Photo Credit: Patrick McCormack

“My vocabulary got pretty big, pretty fast. My songs are organically a little wordy, though, I don’t say to myself, ‘I’m a wordy person, so I’m going to use all the words I know,’” explains dry-witted Vermont-based singer/songwriter Henry Jamison, who grew up with an English professor and a composer, otherwise respectively known as “mom and dad.” “I was young when I started writing songs, they were about how I didn’t want to go to school, and about Santa, you know, wish fulfillment songs,” he adds with a laugh, and recalls a childhood without action figures, television, or computer games, where imagination and innovation were the tools for entertainment—and then there was music. “I played guitar in the sense that I would put it on the floor and hit it with a wooden spoon. Actually, it was more like a pots and pans and guitar kind of set up, pieces for vocals and percussion,” he says.

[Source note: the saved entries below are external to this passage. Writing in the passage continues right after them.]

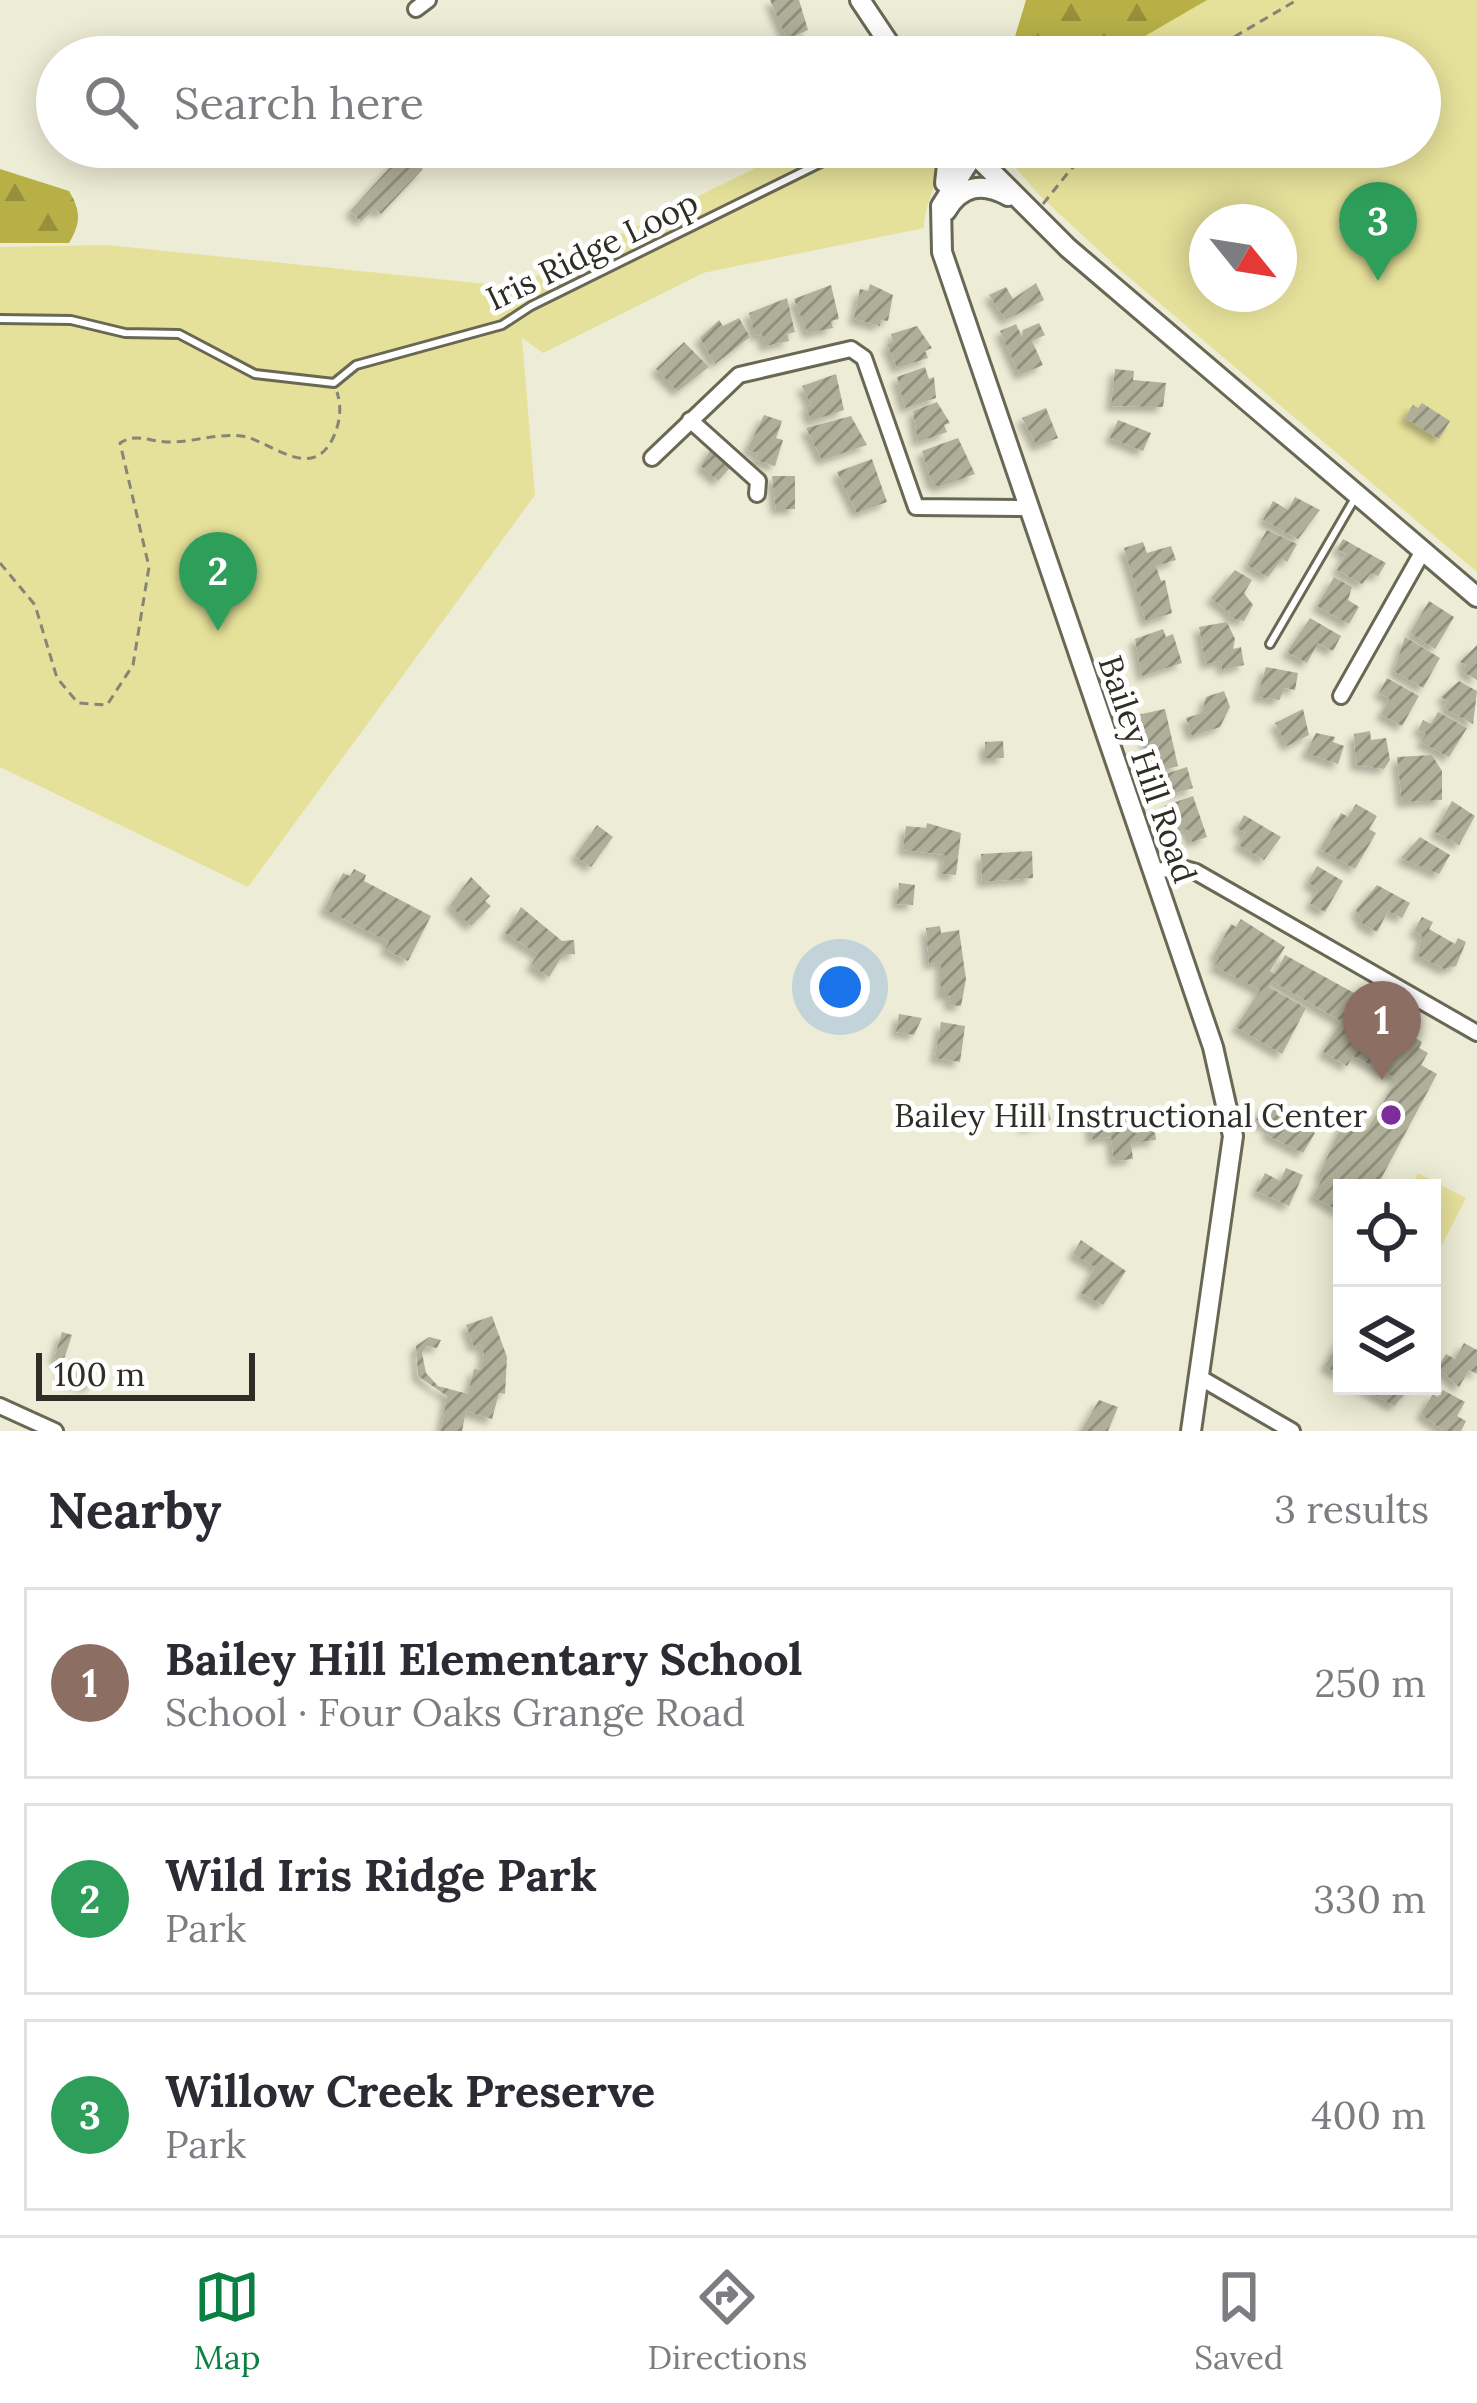 <!DOCTYPE html>
<meta charset="utf-8">
<style>
:root{--surface:#fff;--page:#f7f7f7;--text:#2b2b33;--muted:#7c7c81;--line:#e1e1e2;--accent:#0b8043}
body{margin:0;font-family:Lora,serif;background:var(--page);color:var(--text)}
.controls{position:absolute;right:36px;bottom:36px;display:grid;overflow:hidden;border-radius:0px;box-shadow:0 6px 30px #0003}
.controls button{width:108px;height:108px;display:grid;place-items:center;padding:0;border:0;border-bottom:3px solid var(--line);background:var(--surface);color:var(--text);font:60px sans-serif}
.compass{position:absolute;left:1189px;top:204px;width:108px;height:108px;border-radius:50%;background:var(--surface);box-shadow:0 6px 30px #0003;rotate:120deg}
.scale{position:absolute;left:36px;bottom:30px;width:219px;box-sizing:border-box;padding-left:12px;border:6px solid #2f2e26;border-top:0;font-size:33px;line-height:42px;white-space:nowrap;color:#2f2e26;-webkit-text-stroke:9px #fff;paint-order:stroke}
.you{position:absolute;left:840px;top:987px;width:42px;height:42px;margin:-30px;border:9px solid #fff;border-radius:50%;background:#1a73e8;box-shadow:0 0 0 18px #1a73e833}
.badge{display:grid;place-items:center;width:78px;height:78px;border-radius:50%;background:var(--accent);color:#fff;font-size:39px;font-weight:700}
.pin{position:absolute;translate:-50% -99px;filter:drop-shadow(0 3px 6px #0008)}
.pin::after{content:'';position:absolute;top:63px;width:42px;height:36px;background:inherit;clip-path:polygon(0 0,100% 0,50% 100%)}
.list{margin:0;padding:0;list-style:none}
h2{display:flex;justify-content:space-between;align-items:center;height:156px;margin:0;padding:0 48px;font-size:51px}
h2 small{font-size:39px;font-weight:400;color:var(--muted)}
.list li{display:grid;grid-template-columns:78px 1fr auto;gap:36px;align-items:center;box-sizing:border-box;height:192px;margin:0 24px 24px;padding:0 24px;border:3px solid var(--line);border-radius:0px}
.list b{display:block;font-size:45px;white-space:nowrap}
.list p{margin:0;font-size:39px;white-space:nowrap;color:var(--muted)}
.list em{font-size:39px;font-style:normal;color:var(--muted)}
.icon{flex:none;width:66px;height:66px;fill:none;stroke:currentColor;stroke-width:2;stroke-linecap:round;stroke-linejoin:round}
.map{position:relative;flex:none;width:1477px;height:1431px;overflow:hidden}
.search{position:absolute;background:var(--surface);box-shadow:0 6px 30px #0003;left:36px;right:36px;top:36px;height:132px;display:flex;align-items:center;gap:30px;box-sizing:border-box;padding:0 42px;border-radius:66px;color:var(--muted);font-size:45px}
.sheet{height:804px;background:var(--surface)}
nav{display:flex;justify-content:space-around;align-items:center;box-sizing:border-box;height:168px;border-top:3px solid var(--line);background:var(--surface);font-size:33px;color:var(--muted)}
nav a{display:grid;justify-items:center;gap:6px}
nav .on{color:var(--accent)}
.map>svg:first-child{display:block}
.forest{fill:url(#forest-firs)}
.park{fill:#e6e19a;fill-rule:evenodd}
.building{fill:url(#building-hatch);filter:url(#shadow)}
.lines{fill:none;stroke-linecap:round;stroke-linejoin:round}
.service-casing{stroke:#696855;stroke-width:12}
.minor-casing{stroke:#696855;stroke-width:20}
.secondary-casing{stroke:#696855;stroke-width:24}
.path{stroke:#868576;stroke-width:3;stroke-dasharray:9 6;stroke-linecap:butt}
.service{stroke:#fff;stroke-width:6}
.minor{stroke:#fff;stroke-width:14}
.secondary{stroke:#fff;stroke-width:18}
.poi-dot{fill:#7d2c9c;stroke:#fff;stroke-width:4.5}
.labels{text-anchor:middle;stroke-width:10;stroke-linejoin:round;paint-order:stroke}
.street-label{font-size:33px;fill:#2f2e26;stroke:#fff}
.poi-label{font-size:33px;fill:#2f2e26;stroke:#fff;text-anchor:end}
</style>
<div class="map">
<svg width="1477" height="1431" viewBox="0 0 1477 1431">
<defs>
<pattern id="forest-firs" width="22" height="20" patternUnits="userSpaceOnUse" patternTransform="scale(3)"><rect width="22" height="20" fill="#b8b047"/><path d="M5 1l3.5 6h-7zM16 11l3.5 6h-7z" fill="#96903b"/></pattern>
<pattern id="building-hatch" width="6" height="6" patternUnits="userSpaceOnUse" patternTransform="scale(3)"><rect width="6" height="6" fill="#b0af9a"/><path d="M-1 1l2-2M0 6l6-6M5 7l2-2" fill="none" stroke="#908f7d"/></pattern>
<filter id="shadow"><feDropShadow dx="-5.5" dy="5.5" stdDeviation="3" flood-color="#0004"/></filter>
</defs>
<rect width="100%" height="100%" fill="#edecd6"/>
<g class="forest">
<path d="M1026 0H1269L1195 57H1001L1011 50Z"/>
<path d="M0 169 69 191C81 211 81 223 69 243H0Z"/>
</g>
<g class="park">
<path d="M1207 0H1477V572L1118 268 1039 195 998 147H1420V57H1109ZM1207 222H1279V294H1207Z"/>
<path d="M798 147H939C945 174 924 200 924 228L703 273 543 353 522 338 535 495 248 887 0 767V247L108 245 514 287Z"/>
<path d="M1418 1173 1466 1198 1433 1262 1432 1188H1410Z"/>
</g>
<g class="building">
<path d="M770 0H799L808 30 787 39Z"/>
<path d="M404 152 423 169 381 214 375 209 361 221 350 211Z"/>
<path d="M1036 283 1044 300 1006 320 989 295 1006 287 1013 299Z"/>
<path d="M870 284 893 295 888 321 881 320 880 326 854 319 860 289 868 291Z"/>
<path d="M831 285 839 319 831 321 833 328 808 333 794 299Z"/>
<path d="M787 298 795 332 787 334 789 341 765 346 762 334 755 336 749 313Z"/>
<path d="M739 318 750 337 715 364 700 338 719 320 723 326Z"/>
<path d="M1039 323 1045 335 1032 341 1043 365 1020 375 1000 331 1016 324 1022 337 1023 330Z"/>
<path d="M917 326 932 348 925 351 928 358 897 368 887 344 893 342 891 334Z"/>
<path d="M684 342 709 367 678 391 656 369Z"/>
<path d="M925 367 929 379 934 377 936 398 905 408 897 377Z"/>
<path d="M1115 369 1134 371 1133 380 1166 383 1163 407 1111 406Z"/>
<path d="M836 374 844 410 811 421 806 407 811 405 802 386Z"/>
<path d="M937 402 950 423 944 425 947 432 918 442 913 411Z"/>
<path d="M1422 403 1450 421 1439 439 1405 418 1413 405 1418 408Z"/>
<path d="M1046 408 1058 438 1037 446 1022 418Z"/>
<path d="M764 415 782 421 776 438 783 440 775 466 755 460 758 453 747 450Z"/>
<path d="M851 416 867 445 822 460 806 428Z"/>
<path d="M1118 420 1151 433 1143 451 1110 438Z"/>
<path d="M958 438 975 474 939 487 932 483 922 451Z"/>
<path d="M713 445 734 463 718 481 701 466Z"/>
<path d="M872 459 887 502 857 513 837 472Z"/>
<path d="M772 476H795V509H776Z"/>
<path d="M1295 497 1320 510 1298 539 1263 520 1273 501 1288 510Z"/>
<path d="M1267 530 1297 544 1287 562 1282 559 1268 577 1247 565Z"/>
<path d="M1343 539 1386 563 1378 576 1371 573 1362 584 1337 570 1346 554 1337 549Z"/>
<path d="M1143 542 1147 553 1171 546 1176 560 1156 566 1161 581 1165 580 1172 613 1146 622 1124 548Z"/>
<path d="M1235 570 1252 580 1244 593 1253 605 1244 621 1228 617 1230 613 1211 598Z"/>
<path d="M1334 577 1352 587 1348 600 1359 607 1349 624 1317 606Z"/>
<path d="M1429 601 1454 617 1435 649 1410 633Z"/>
<path d="M1310 618 1341 636 1333 651 1318 643 1307 663 1287 652Z"/>
<path d="M1227 622 1235 639 1233 649 1241 647 1244 665 1222 670 1221 661 1206 664 1199 627Z"/>
<path d="M1163 629 1166 637 1173 634 1182 663 1142 676 1135 639Z"/>
<path d="M1405 637 1440 658 1423 688 1394 671Z"/>
<path d="M1477 645V680L1462 671 1466 665 1460 662Z"/>
<path d="M1266 667 1298 673 1295 690 1285 688 1279 700 1257 697Z"/>
<path d="M1387 678 1419 696 1402 726 1381 714 1390 699 1379 693Z"/>
<path d="M1459 681 1477 691 1473 724 1444 708 1448 701 1441 697Z"/>
<path d="M1224 691 1230 707 1220 727 1192 736 1186 718 1202 713 1206 697Z"/>
<path d="M1165 709 1178 766 1157 772 1137 715Z"/>
<path d="M1303 709 1309 735 1287 746 1275 723Z"/>
<path d="M1438 712 1467 728 1449 757 1421 742 1426 734 1418 730 1423 720 1431 724Z"/>
<path d="M1370 731 1371 740 1386 738 1390 760 1384 769 1356 765 1354 734Z"/>
<path d="M1316 733 1335 737 1333 742 1344 746 1338 764 1306 753Z"/>
<path d="M1003 741 1004 758H985V742Z"/>
<path d="M1432 755 1442 771V800L1402 802 1397 757Z"/>
<path d="M1187 767 1193 788 1172 794 1165 774Z"/>
<path d="M1193 796 1207 837 1192 842 1187 829 1174 834 1164 806Z"/>
<path d="M1452 801 1475 816 1459 845 1435 832Z"/>
<path d="M1356 804 1377 816 1369 829 1376 833 1355 869 1320 849 1341 813 1348 817Z"/>
<path d="M1244 815 1281 837 1264 860 1239 845 1245 833 1237 828Z"/>
<path d="M927 823 961 833 956 875 942 874 945 855 903 850 906 826 926 828Z"/>
<path d="M597 825 613 837 591 867 575 856Z"/>
<path d="M1420 837 1450 855 1439 874 1401 858Z"/>
<path d="M1032 851 1033 878 982 882 981 854Z"/>
<path d="M1317 866 1343 881 1325 912 1310 904 1318 890 1308 882Z"/>
<path d="M354 869 366 875 364 881 431 916 408 961 385 949 389 942 324 909 343 873 350 876Z"/>
<path d="M471 877 490 896 485 901 491 906 471 926 450 905Z"/>
<path d="M899 883 915 885 913 905 897 904Z"/>
<path d="M1377 885 1410 903 1402 918 1388 911 1377 932 1363 924 1356 910Z"/>
<path d="M521 907 562 941 574 940 575 954 563 955 549 977 531 965 538 954 505 933Z"/>
<path d="M1422 917 1433 922 1429 929 1455 944 1458 938 1466 942 1456 966 1444 969 1417 955 1422 936 1414 931Z"/>
<path d="M1241 919 1285 947 1270 971 1275 974 1285 955 1396 1016 1392 1024 1422 1042 1419 1048 1428 1053 1421 1065 1437 1074 1376 1188H1342V1213L1313 1196 1323 1177 1319 1175 1342 1125 1347 1120 1367 1130 1397 1079 1353 1056 1347 1066 1323 1052 1341 1021 1272 981 1269 987 1306 1008 1282 1054 1236 1027 1260 990 1214 966 1219 958 1214 955 1231 924 1236 927Z"/>
<path d="M940 926 941 933 959 930 966 979 961 1006 949 1005 950 995H941V962L929 964 926 928Z"/>
<path d="M899 1014 922 1018 914 1035 896 1032Z"/>
<path d="M941 1022 965 1026 960 1062 935 1058Z"/>
<path d="M1045 1101 1051 1120 1025 1128 1019 1109Z"/>
<path d="M1264 1106 1281 1108 1315 1133 1303 1153 1267 1135 1270 1129 1256 1120Z"/>
<path d="M1153 1116 1156 1140 1131 1143 1133 1159 1114 1161 1111 1137 1092 1139 1090 1122Z"/>
<path d="M1286 1168 1303 1175 1289 1206 1256 1191 1265 1173 1280 1181Z"/>
<path d="M1081 1240 1126 1271 1103 1305 1081 1293 1095 1267 1073 1254Z"/>
<path d="M492 1316 507 1357 505 1394 499 1393 492 1419 466 1411 462 1431H441L447 1396 418 1376 416 1346 429 1337 441 1340 437 1348 427 1346 422 1353 426 1373 438 1386 468 1394 474 1369 481 1370 484 1354 481 1345 474 1347 466 1325Z"/>
<path d="M62 1332 72 1335 63 1362 54 1359Z"/>
<path d="M1342 1336V1376L1325 1366Z"/>
<path d="M1464 1343 1477 1350V1374L1469 1370 1459 1387 1438 1367 1446 1354 1455 1359Z"/>
<path d="M65 1362 95 1370 90 1387 60 1379Z"/>
<path d="M1360 1386H1412L1394 1406Z"/>
<path d="M1443 1390 1465 1402 1457 1416 1466 1421 1461 1431H1444L1421 1414 1433 1394 1438 1397Z"/>
<path d="M1099 1400 1118 1407 1108 1431H1081Z"/>
</g>
<g class="lines">
<defs>
<g id="service">
<path d="M0 319 71 320 125 333 179 334 255 374 334 383 356 365 502 325 531 306 853 147"/>
<path d="M1270 644 1355 498"/>
</g>
<g id="minor">
<path d="M416 9 428 0"/>
<path d="M690 420 758 481 757 494"/>
<path d="M652 458 739 375 851 349 864 358 916 507 1026 508"/>
<path d="M1341 696 1423 551"/>
<path d="M1152 872 1178 867 1196 872 1477 1033"/>
<path d="M1199 1377 1292 1431"/>
<path d="M0 1406 55 1431"/>
</g>
<g id="secondary">
<path d="M860 0 898 57"/>
<path d="M968 148 1068 248 1477 597"/>
<path d="M974 154 941 206 942 252 1213 1047 1233 1136 1191 1431"/>
<path d="M945 183 949 147"/>
<path d="M946 211C961 185 983 182 1008 196"/>
</g>
</defs>
<use href="#service" class="service-casing"/>
<use href="#minor" class="minor-casing"/>
<use href="#secondary" class="secondary-casing"/>
<g class="path">
<path d="M1212 57 1229 40 1297 0"/>
<path d="M1043 204 1071 169 1101 147"/>
<path d="M0 563 35 605 57 678 78 703 107 705 133 665 149 567 120 443C135 433 149 441 166 442 191 443 216 433 241 436 269 439 311 484 333 438 340 423 342 408 337 392"/>
</g>
<use href="#service" class="service"/>
<use href="#minor" class="minor"/>
<use href="#secondary" class="secondary"/>
</g>
<circle class="poi-dot" cx="1391" cy="1115" r="12"/>
<g class="labels">
<g class="street-label">
<text transform="translate(592 250) rotate(-26)" y="12">Iris Ridge Loop</text>
<text transform="translate(1148 769) rotate(71)" y="12">Bailey Hill Road</text>
</g>
<g class="poi-label">
<text x="1367" y="1127">Bailey Hill Instructional Center</text>
</g>
</g>
</svg>
<div class="controls">
<button><svg class="icon" aria-label="locate" viewBox="0 0 24 24"><circle cx="12" cy="12" r="6"/><path d="M12 2v4M12 18v4M2 12h4M18 12h4"/></svg></button>
<button><svg class="icon" aria-label="layers" viewBox="0 0 24 24"><path d="M12 4l9 5-9 5-9-5zM3 14l9 5 9-5"/></svg></button>
</div>
<svg class="compass" viewBox="-18 -18 36 36"><path d="M0-13l5 13h-10z" fill="#e53935"/><path d="M0 13l5-13h-10z" fill="#7c7c81"/></svg>
<div class="scale">100 m</div>
<div class="you"></div>
<div class="pin badge" style="left:1382px;top:1080px;background:#8d6e63">1</div>
<div class="pin badge" style="left:218px;top:631px;background:#2e9e5b">2</div>
<div class="pin badge" style="left:1378px;top:281px;background:#2e9e5b">3</div>
<div class="search"><svg class="icon" aria-label="search" viewBox="0 0 24 24"><circle cx="10" cy="10" r="6"/><path d="M15 15l6 6"/></svg>Search here</div>
</div>
<section class="sheet">
<h2>Nearby<small>3 results</small></h2>
<ul class="list">
<li><span class="badge" style="background:#8d6e63">1</span><div><b>Bailey Hill Elementary School</b><p>School · Four Oaks Grange Road</p></div><em>250 m</em></li>
<li><span class="badge" style="background:#2e9e5b">2</span><div><b>Wild Iris Ridge Park</b><p>Park</p></div><em>330 m</em></li>
<li><span class="badge" style="background:#2e9e5b">3</span><div><b>Willow Creek Preserve</b><p>Park</p></div><em>400 m</em></li>
</ul>
</section>
<nav>
<a class="on"><svg class="icon" aria-label="map" viewBox="0 0 24 24"><path d="M3 6l6-2 6 2 6-2v14l-6 2-6-2-6 2zM9 4v14M15 6v14"/></svg>Map</a>
<a><svg class="icon" aria-label="directions" viewBox="0 0 24 24"><path d="M12 3l9 9-9 9-9-9zM9 14v-3h6M13 9l2 2-2 2"/></svg>Directions</a>
<a><svg class="icon" aria-label="saved" viewBox="0 0 24 24"><path d="M7 4h10v16l-5-4-5 4z"/></svg>Saved</a>
</nav>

After a stint in orchestras and a youth folk choir, where participants explored everything from sacred harp singing to African folk songs ( “It was a rag-tag kind of hippie kind of thing,”  he recalls), his teenage horizons broadened when he discovered rock n’ roll. “I rebelled, not a crazy rebellion, but a little rebellion, and got more interested in rock than classical music,” Jamison says. In the songs from his forthcoming solo debut, The Wilds, set for release on October 27th via Akira Records, this unique blend of influences is on full display—poetic lyrics delicately planted in a folk rock-inspired landscape, decorated with lush layers of sonic ambience, and accented with orchestral elements.“I write to encapsulate my worldview at the time, things that happen to me but also a broader philosophical outlook on them. It starts as gibberish and ends up as lyrics,” he says of his process, and admits the recording process was a long one.

“There was a lot around it,” he continues. “Imagine a big tapestry—the record was made from something cut from the middle of the tapestry, but all around it is a big mess of threads and other shit on there,” he says with a laugh. “It took a lot to narrow what I wanted to do, sound-wise and thematically. A lot of the songs I write are boy-girl songs, but there’s a percentage that are symbolic, pure poetry without a clear story. It took two years to get it all figured out and make it cohesive.” The album was recorded in a very “Vermont” atmosphere, in a mountain forest cabin-turned-studio on a maple sugar farm. “I live in Burlington, which is one of the most urban zones in Vermont, it’s a little grimier than what people tend to think of when they imagine Vermont,” he laughs. “A lot of people will go into the country to record, there’s a pilgrimage aspect to it. The scene was way more ‘Vermont’ than I expected it to be.”

On August 24th, Jamison, whose music has garnered millions of streams from over a million monthly listeners on Spotify alone, will begin a full band tour, dazzling hard-won fans in the States and across Europe. “I appreciate the fans I have; they’re very dedicated. I am excited to visit them, and I hope this time, they’ll bring their friends,” he says. “I feel like a diplomat, going out and telling people something I’m about, but not telling all,” he adds. “Maybe they’ll stick around for the rest.”